Source material: Begin
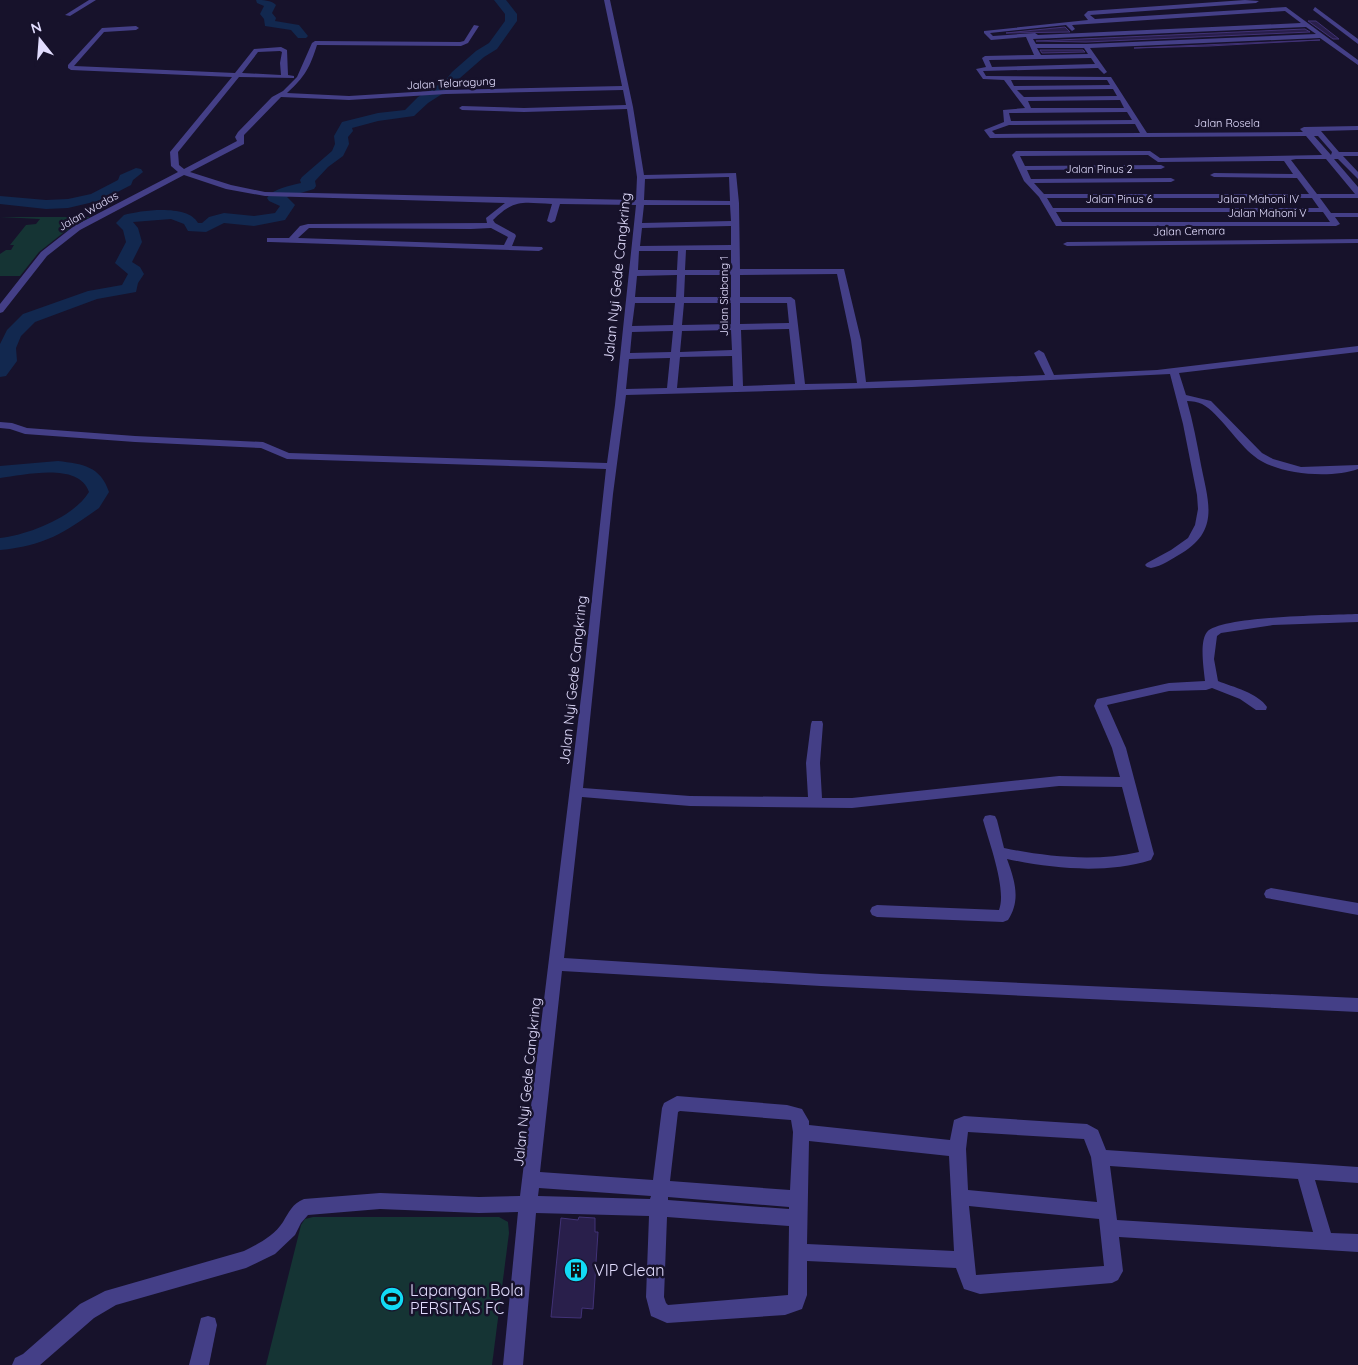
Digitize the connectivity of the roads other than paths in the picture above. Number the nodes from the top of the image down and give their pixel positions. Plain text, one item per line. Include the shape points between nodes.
1 (93, 0) edge
2 (607, 0) edge
3 (1256, 1) dead end
4 (1316, 9) dead end
5 (68, 15) dead end
6 (1094, 22) junction
7 (1068, 23) junction
8 (1307, 25) junction
9 (476, 26) dead end
10 (136, 28) dead end
11 (1196, 28) junction
12 (1076, 33) junction
13 (1320, 36) junction
14 (1029, 37) junction
15 (1358, 42) edge
16 (1214, 44) junction
17 (1034, 46) junction
18 (1086, 46) junction
19 (1038, 56) junction
20 (1093, 56) junction
21 (1358, 63) edge
22 (1100, 66) junction
23 (989, 67) junction
24 (237, 75) junction
25 (285, 77) junction
26 (300, 78) junction
27 (1109, 78) junction
28 (1007, 79) junction
29 (1115, 87) junction
30 (626, 88) junction
31 (1012, 88) junction
32 (278, 94) junction
33 (1122, 98) junction
34 (1023, 99) junction
35 (630, 107) junction
36 (462, 108) dead end
37 (1029, 110) junction
38 (1129, 110) junction
39 (1137, 122) junction
40 (1008, 123) junction
41 (1354, 128) edge
42 (1317, 131) junction
43 (1308, 134) junction
44 (1145, 135) junction
45 (1358, 137) edge
46 (1358, 154) edge
47 (1327, 155) junction
48 (1339, 155) junction
49 (1286, 159) junction
50 (1206, 160) junction
51 (1160, 163) junction
52 (1022, 168) junction
53 (183, 172) junction
54 (1300, 176) junction
55 (641, 177) junction
56 (1358, 177) edge
57 (1171, 180) junction
58 (1028, 181) junction
59 (1220, 185) junction
60 (1358, 192) edge
61 (1316, 195) junction
62 (1042, 196) junction
63 (1180, 196) junction
64 (1358, 196) edge
65 (514, 201) junction
66 (557, 202) junction
67 (735, 203) junction
68 (640, 204) junction
69 (1050, 210) junction
70 (1189, 210) junction
71 (1329, 213) junction
72 (1358, 215) edge
73 (551, 221) dead end
74 (735, 223) junction
75 (1198, 224) junction
76 (492, 225) junction
77 (638, 226) junction
78 (270, 240) dead end
79 (291, 240) junction
80 (1358, 241) edge
81 (1067, 244) dead end
82 (1212, 245) junction
83 (736, 247) junction
84 (507, 248) junction
85 (682, 248) junction
86 (539, 249) dead end
87 (635, 249) junction
88 (737, 272) junction
89 (633, 273) junction
90 (681, 274) junction
91 (736, 299) junction
92 (630, 300) junction
93 (680, 300) junction
94 (0, 310) edge
95 (735, 326) junction
96 (794, 326) junction
97 (678, 327) junction
98 (627, 329) junction
99 (1355, 352) edge
100 (1039, 353) dead end
101 (736, 354) junction
102 (624, 356) junction
103 (674, 356) junction
104 (1174, 372) junction
105 (1051, 378) junction
106 (862, 385) junction
107 (800, 386) junction
108 (738, 388) junction
109 (672, 391) junction
110 (622, 392) junction
111 (1183, 397) junction
112 (0, 425) edge
113 (612, 466) junction
114 (1354, 467) dead end
115 (1151, 565) dead end
116 (1358, 618) edge
117 (1212, 683) junction
118 (1261, 707) dead end
119 (817, 724) dead end
120 (1127, 782) junction
121 (575, 792) junction
122 (815, 803) junction
123 (990, 820) dead end
124 (998, 852) junction
125 (1271, 894) dead end
126 (1358, 909) edge
127 (877, 911) dead end
128 (555, 964) junction
129 (1358, 1005) edge
130 (801, 1132) junction
131 (958, 1150) junction
132 (1100, 1157) junction
133 (1304, 1171) junction
134 (1358, 1174) edge
135 (531, 1179) junction
136 (600, 1184) junction
137 (660, 1188) junction
138 (960, 1197) junction
139 (798, 1199) junction
140 (528, 1204) junction
141 (597, 1206) junction
142 (658, 1208) junction
143 (798, 1218) junction
144 (1108, 1220) junction
145 (1325, 1241) junction
146 (1358, 1243) edge
147 (799, 1252) junction
148 (964, 1260) junction
149 (208, 1325) dead end
150 (22, 1365) edge
151 (199, 1365) edge
152 (513, 1365) edge

1 - 5 street
2 - 30 street, Jalan Nyi Gede Cangkring
3 - 6 street via 1088,13
4 - 15 street
6 - 7 street
6 - 8 street via 1286,9
7 - 12 street
7 - 14 street via 986,32 991,38
8 - 11 street
8 - 13 street
9 - 26 street via 463,44 317,42
10 - 24 street via 102,30 71,68
11 - 12 street
11 - 16 street
12 - 14 street
12 - 18 street
13 - 16 street
13 - 21 street
14 - 17 street
16 - 18 street
17 - 18 street
17 - 19 street
18 - 20 street
19 - 20 street
19 - 23 street via 985,58
20 - 22 street
22 - 23 street
22 - 27 street
23 - 28 street via 979,69 984,78
24 - 25 street
24 - 25 street via 256,50 281,49 285,51
24 - 53 street via 174,152 174,162
25 - 26 street
26 - 32 street
27 - 28 street
27 - 29 street
28 - 31 street
29 - 31 street
29 - 33 street
30 - 32 street, Jalan Telaragung via 349,98
30 - 35 street, Jalan Nyi Gede Cangkring
31 - 34 street
32 - 53 street, Jalan Wadas via 241,134 241,142
33 - 34 street
33 - 38 street
34 - 37 street
35 - 36 street
35 - 55 street, Jalan Nyi Gede Cangkring
37 - 38 street
37 - 40 street via 1005,111
38 - 39 street
39 - 40 street
39 - 44 street
40 - 44 street, Jalan Rosela via 987,131 992,136
41 - 42 street
41 - 45 street
42 - 43 street via 1304,129
42 - 48 street
43 - 44 street, Jalan Rosela
43 - 47 street
46 - 48 street
47 - 48 street
47 - 49 street
47 - 60 street
48 - 56 street
49 - 50 street
49 - 54 street
50 - 51 street
50 - 59 street
51 - 52 street
51 - 52 street via 1150,153 1016,154
51 - 57 street
52 - 58 street
53 - 65 street via 246,192
53 - 94 street, Jalan Wadas via 97,216 60,240 44,254
54 - 59 street
54 - 61 street
55 - 67 street, Jalan Siabang 1 via 733,175
55 - 68 street, Jalan Nyi Gede Cangkring
57 - 58 street, Jalan Pinus 2
57 - 63 street
58 - 62 street
59 - 61 street
59 - 63 street
61 - 64 street
61 - 71 street
62 - 63 street
62 - 69 street
63 - 70 street
65 - 66 street
65 - 76 street via 490,218
66 - 68 street
66 - 73 street
67 - 68 street
67 - 74 street, Jalan Siabang 1
68 - 77 street, Jalan Nyi Gede Cangkring
69 - 70 street, Jalan Pinus 6
69 - 75 street, Jalan Mahoni V via 1057,223 1062,225
70 - 71 street, Jalan Mahoni IV
70 - 75 street
71 - 72 street, Jalan Mahoni IV
71 - 75 street, Jalan Mahoni V via 1336,224
74 - 77 street
74 - 83 street, Jalan Siabang 1
75 - 82 street
76 - 79 street via 308,226
76 - 84 street via 512,236
77 - 87 street, Jalan Nyi Gede Cangkring
78 - 79 street
79 - 84 street
80 - 82 street, Jalan Cemara
81 - 82 street, Jalan Cemara
83 - 85 street
83 - 88 street, Jalan Siabang 1
84 - 86 street
85 - 87 street
85 - 90 street
87 - 89 street, Jalan Nyi Gede Cangkring
88 - 90 street
88 - 91 street, Jalan Siabang 1
88 - 106 street via 841,271
89 - 90 street
89 - 92 street, Jalan Nyi Gede Cangkring
90 - 93 street
91 - 93 street
91 - 95 street, Jalan Siabang 1
91 - 96 street via 791,300
92 - 93 street
92 - 98 street, Jalan Nyi Gede Cangkring
93 - 97 street
95 - 96 street
95 - 97 street
95 - 101 street, Jalan Siabang 1
96 - 107 street
97 - 98 street
97 - 103 street
98 - 102 street, Jalan Nyi Gede Cangkring
99 - 104 street
100 - 105 street
101 - 103 street
101 - 108 street, Jalan Siabang 1
102 - 103 street
102 - 110 street, Jalan Nyi Gede Cangkring
103 - 109 street
104 - 105 street
104 - 111 street
105 - 106 street
106 - 107 street
107 - 108 street
108 - 109 street
109 - 110 street
110 - 113 street, Jalan Nyi Gede Cangkring
111 - 114 street via 1208,403 1258,455 1267,460 1302,472
111 - 115 street via 1204,514 1192,540 1169,557
112 - 113 street via 25,431 263,445 287,456
113 - 121 street, Jalan Nyi Gede Cangkring
116 - 117 street via 1273,621 1217,630 1211,634 1209,642
117 - 118 street
117 - 120 street via 1169,687 1101,702 1119,748
119 - 122 street via 813,763
120 - 122 street via 1059,781 852,803
120 - 124 street via 1146,856 1112,862 1024,858
121 - 122 street via 690,801
121 - 128 street, Jalan Nyi Gede Cangkring
123 - 124 street
124 - 127 street via 1010,891 1007,912 1003,916
125 - 126 street
128 - 129 street
128 - 135 street, Jalan Nyi Gede Cangkring
130 - 131 street
130 - 137 street via 801,1121 796,1114 677,1102 670,1108
130 - 139 street
131 - 132 street via 958,1130 964,1124 1086,1132 1096,1141
131 - 138 street
132 - 133 street
132 - 144 street
133 - 134 street
133 - 145 street
135 - 136 street
135 - 140 street, Jalan Nyi Gede Cangkring
136 - 137 street
136 - 141 street
137 - 139 street
137 - 142 street
138 - 144 street
138 - 148 street
139 - 143 street
140 - 141 street
140 - 150 street via 380,1201 304,1208 294,1217 289,1230 268,1248 246,1259 112,1297 87,1311
140 - 152 street, Jalan Nyi Gede Cangkring
141 - 142 street
142 - 143 street
142 - 147 street via 655,1298 658,1309 667,1314 785,1306 795,1302
143 - 147 street
144 - 145 street
144 - 148 street via 1114,1271 1108,1276 980,1285 970,1283
145 - 146 street
147 - 148 street
149 - 151 street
Source material: End
* Work to complete
The lines that contain the word "Cemara" are wanted; copy each of them from the records.

* Task response
80 - 82 street, Jalan Cemara
81 - 82 street, Jalan Cemara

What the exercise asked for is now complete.